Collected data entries
==*==

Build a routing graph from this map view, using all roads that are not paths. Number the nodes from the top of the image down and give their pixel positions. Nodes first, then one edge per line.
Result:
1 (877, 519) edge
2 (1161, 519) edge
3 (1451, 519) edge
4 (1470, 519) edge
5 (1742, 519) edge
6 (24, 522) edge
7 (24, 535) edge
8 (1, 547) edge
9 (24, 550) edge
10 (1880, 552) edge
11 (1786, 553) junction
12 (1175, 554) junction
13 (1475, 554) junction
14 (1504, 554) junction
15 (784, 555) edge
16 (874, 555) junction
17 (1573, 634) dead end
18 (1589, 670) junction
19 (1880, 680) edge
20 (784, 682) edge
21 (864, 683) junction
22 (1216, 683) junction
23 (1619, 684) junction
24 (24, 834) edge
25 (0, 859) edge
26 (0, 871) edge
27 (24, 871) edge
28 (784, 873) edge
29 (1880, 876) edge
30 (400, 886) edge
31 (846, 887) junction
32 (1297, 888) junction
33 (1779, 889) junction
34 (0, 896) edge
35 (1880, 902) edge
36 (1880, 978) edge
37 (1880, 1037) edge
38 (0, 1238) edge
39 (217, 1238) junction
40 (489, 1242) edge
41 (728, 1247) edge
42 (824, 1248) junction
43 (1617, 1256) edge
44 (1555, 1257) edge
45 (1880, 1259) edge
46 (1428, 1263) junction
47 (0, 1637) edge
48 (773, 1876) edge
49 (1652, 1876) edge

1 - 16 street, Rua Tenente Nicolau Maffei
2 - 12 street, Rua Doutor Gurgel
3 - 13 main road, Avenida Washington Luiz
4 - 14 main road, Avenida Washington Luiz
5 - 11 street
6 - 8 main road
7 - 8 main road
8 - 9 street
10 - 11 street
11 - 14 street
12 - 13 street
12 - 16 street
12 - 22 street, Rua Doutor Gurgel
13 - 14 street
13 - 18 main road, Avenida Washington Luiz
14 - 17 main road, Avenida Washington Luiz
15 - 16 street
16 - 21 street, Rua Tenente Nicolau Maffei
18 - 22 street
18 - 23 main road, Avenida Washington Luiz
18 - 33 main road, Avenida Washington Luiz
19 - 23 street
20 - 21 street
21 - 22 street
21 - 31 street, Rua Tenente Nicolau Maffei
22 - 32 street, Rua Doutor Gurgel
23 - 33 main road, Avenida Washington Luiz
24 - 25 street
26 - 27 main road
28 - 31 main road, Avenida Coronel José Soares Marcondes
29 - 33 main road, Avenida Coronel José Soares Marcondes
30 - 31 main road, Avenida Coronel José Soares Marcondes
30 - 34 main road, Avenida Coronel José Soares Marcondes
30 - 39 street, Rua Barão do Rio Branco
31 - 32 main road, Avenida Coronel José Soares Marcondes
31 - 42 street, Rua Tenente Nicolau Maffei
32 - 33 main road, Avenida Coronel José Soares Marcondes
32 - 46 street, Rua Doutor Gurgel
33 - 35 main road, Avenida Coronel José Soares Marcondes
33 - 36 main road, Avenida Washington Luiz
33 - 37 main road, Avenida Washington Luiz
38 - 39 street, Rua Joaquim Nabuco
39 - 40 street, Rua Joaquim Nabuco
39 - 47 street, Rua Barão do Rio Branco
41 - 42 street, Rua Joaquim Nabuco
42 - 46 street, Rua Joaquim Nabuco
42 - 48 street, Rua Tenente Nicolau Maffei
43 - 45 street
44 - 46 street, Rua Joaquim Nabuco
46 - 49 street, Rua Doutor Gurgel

==*==

Within the records, the lines containing the string "Nicolau" are to be counted and their number given without comment.

Solution for this exercise: 5